By Conor Ryan
9 September 2010
As the new term starts, the education secretary faces some tough tests, not least from the Treasury. Conor Ryan tracks how the coalition’s star pupil became a struggling low achieverAs a new school term begins, Education Secretary Michael Gove hopes to breathe fresh life into his troubled education plans. The pace of reform has been slow and headlines have focused on Gove’s botched review of Labour’s school building programme. Only 23% of people think the coalition is doing a good job on school reform, according to last month’s polls, with 42% saying it is doing a bad job.
Gove is hoping to regain the initiative – and his reputation as one of Prime Minister David Cameron’s star performers – with plans for a pupil premium, an overhaul of the curriculum and a review of capital investment in schools. But the success of these measures will depend on how his department fares in October’s Comprehensive Spending Review.
Gove’s troubles began with his cancellation of the £55bn Building Schools for the Future programme, which included scrapping more than 700 planned projects. Gove claims that comparable schools in Ireland have been procured at two-thirds the cost of the BSF. He expects his review, led by Sebastian James, director of electronics retailer DSG International, to produce comparable savings when it reports later this year.
In addition to the cancelled projects, 152 more were delayed. One of these was a £20m makeover for Outwood Academy Adwick, which was put on hold in July. The 1,200 pupil academy has replaced North Doncaster Technology College, which received a ‘poor’ rating from Ofsted in 2008. Outwood wants to rebuild the school and replace a scaffolding-encased block, which has required students to enter the building through a tunnel. One boy was injured trying to swing from the ground-level scaffolding last year.
The academy is sponsored by a trust led by Outwood Grange Academy, an ‘outstanding’ school in Wakefield. Its chief executive, Michael Wilkins, has turned around several Yorkshire schools and recently received a national award for system leadership from Gove.
The trust argued its case to the Department for Education but the project was delayed again in August. The decision on Outwood and a further 75 academies must now wait until the Spending Review.
Wilkins is hopeful but realistic. ‘We recognise that money is a lot tighter now,’ he says. ‘But we do have a very serious worry about Adwick. Our main concern is that the building will need replacing sooner rather than later.’
BSF has had its critics, including some academy sponsors who complained about its consultancy costs and bureaucracy. At the same time, a surge in demand for primary school places has placed a strain on the existing primary capital programme. With Chancellor George Osborne demanding cuts, Gove felt on strong ground suspending many existing BSF plans until his review had reported. But a combination of backbench complaints and an erroneous list of axed projects turned a difficult decision into a political fiasco. It also led to last weekend’s defection of the Conservative deputy leader of Sandwell Metropolitan Borough Council, Elaine Costigan, to Labour. Sandwell schools initially thought their building plans would go ahead only to have their hopes dashed.

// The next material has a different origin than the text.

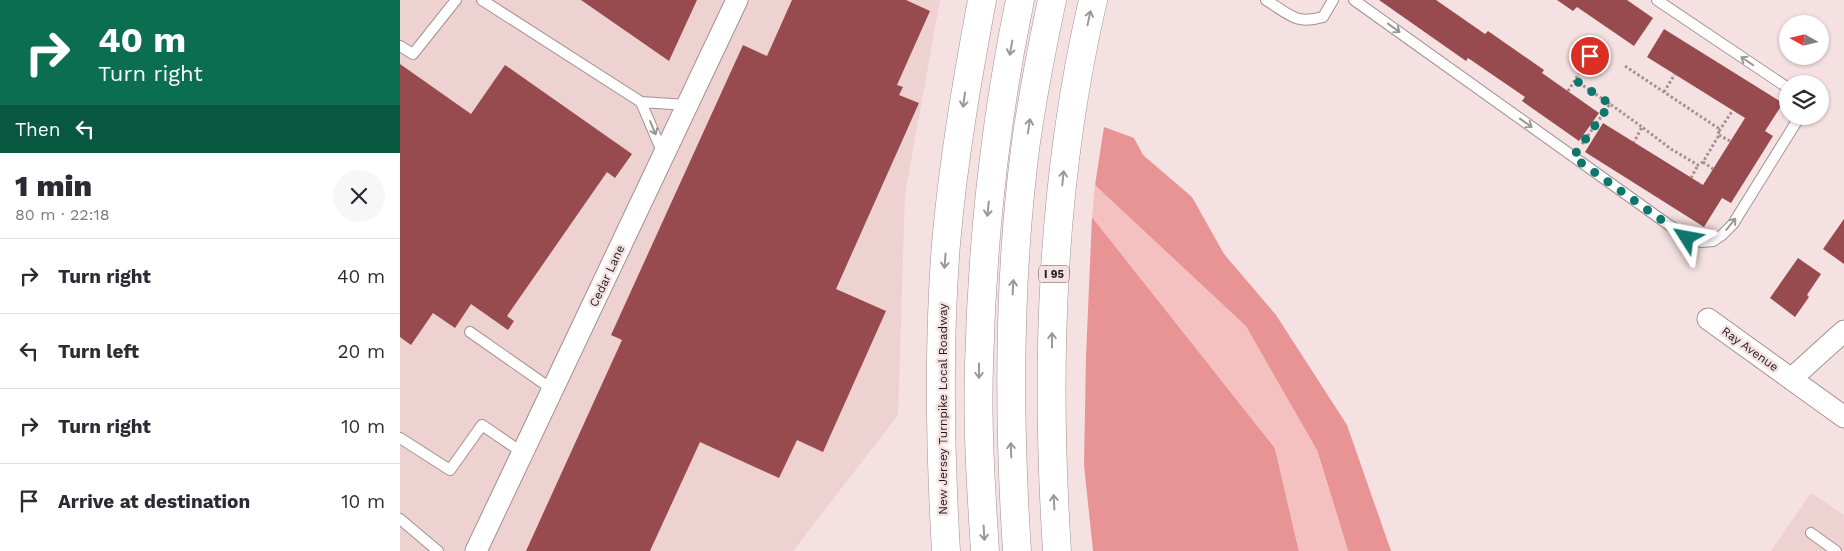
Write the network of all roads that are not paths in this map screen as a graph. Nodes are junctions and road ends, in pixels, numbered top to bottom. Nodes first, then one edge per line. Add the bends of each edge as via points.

While Gove publicly accepted responsibility, the DfE traded blame with the school building quango, Partnership for Schools. But the partnership’s chief executive, Tim Byles, was bullish about the programme’s costs, telling the Commons education select committee: ‘The average cost of consultants or advisers for local government in entering into these procurements is running at about 2.8% of the capital cost. That is a low number in comparison with other similar types of procurement.’

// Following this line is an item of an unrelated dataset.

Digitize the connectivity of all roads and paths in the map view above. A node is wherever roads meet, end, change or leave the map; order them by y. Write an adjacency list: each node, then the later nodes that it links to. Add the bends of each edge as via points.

The sudden shortage of BSF capital might undermine the coalition’s wider reforming ambitions. Government insiders admit it is harder to introduce structural changes such as new academies alongside spending cuts. But they argue that the combination of new sponsors, a changed ethos, a new head and getting rid of ‘dead wood’ (poor teachers) can raise standards. Many existing academy heads believe their new buildings inspired confidence in disadvantaged communities and contributed to an improvement in GCSE results this year that was three times the national average.
‘Any sponsor who is asked to take on a new academy will be very cautious about the standard of the building stock now,’ says Michael Wilkins.

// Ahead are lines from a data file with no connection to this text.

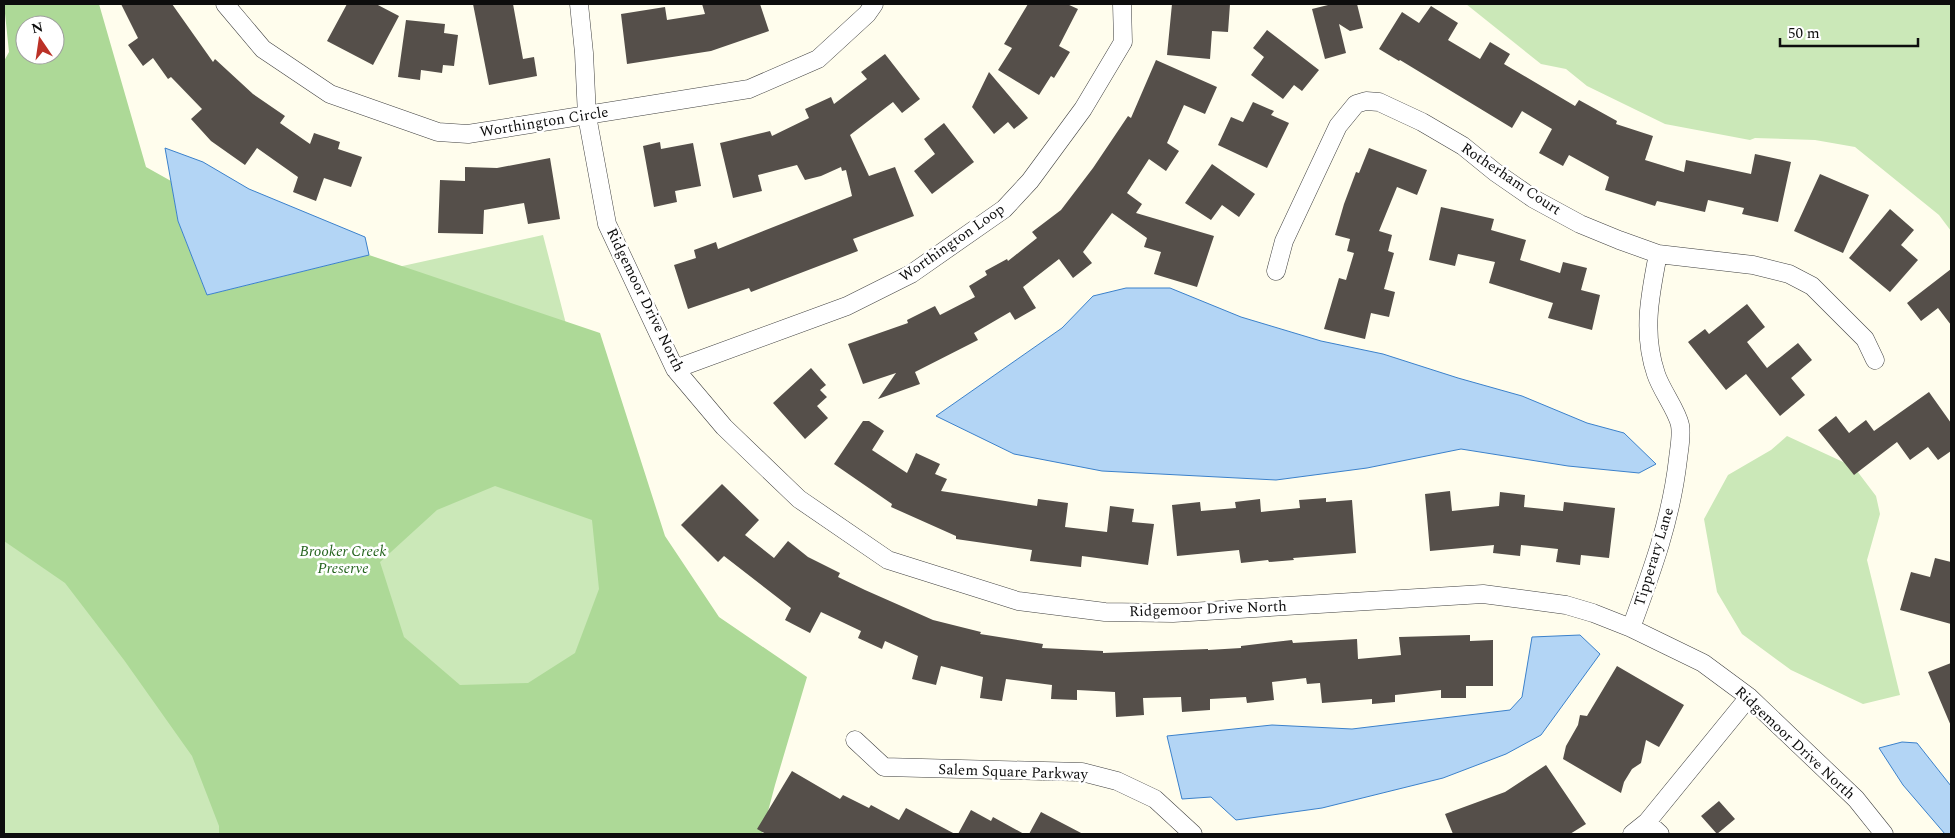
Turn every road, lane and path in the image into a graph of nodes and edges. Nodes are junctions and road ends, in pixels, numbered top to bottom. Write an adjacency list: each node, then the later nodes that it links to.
1 (225, 4): 5 (street, Worthington Circle)
2 (578, 4): 5 (street, Ridgemoor Drive North)
3 (874, 4): 5 (street, Worthington Circle)
4 (1122, 4): 9 (street, Worthington Loop)
5 (587, 116): 9 (street, Ridgemoor Drive North)
6 (1658, 254): 7 (street, Rotherham Court); 8 (street, Rotherham Court); 10 (street, Tipperary Lane)
7 (1276, 271)
8 (1875, 360)
9 (675, 370): 10 (street, Ridgemoor Drive North)
10 (1631, 628): 11 (street, Ridgemoor Drive North)
11 (1749, 697): 13 (street); 17 (street, Ridgemoor Drive North)
12 (855, 740): 14 (street, Salem Square Parkway)
13 (1647, 822): 15 (street); 16 (street)
14 (1193, 834)
15 (1632, 834)
16 (1660, 834)
17 (1884, 834)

Over-optimistic lists have added to the problems. In July, Gove named 1,700 schools that had expressed interest in becoming academies. At the same time, the government-funded New Schools Network maintained that 700 parent- or teacher-led ‘free’ school projects were well advanced.
However, only 153 existing schools had applied to become academies by the end of last term, with just 32 opening this term (in addition to 64 planned by Labour) and 110 more due to open during the school year. Ministers blamed a tight timetable, despite their rushing through of the necessary legislation. There were just 62 firm proposals for free schools by July, with 16 likely to open in 2011.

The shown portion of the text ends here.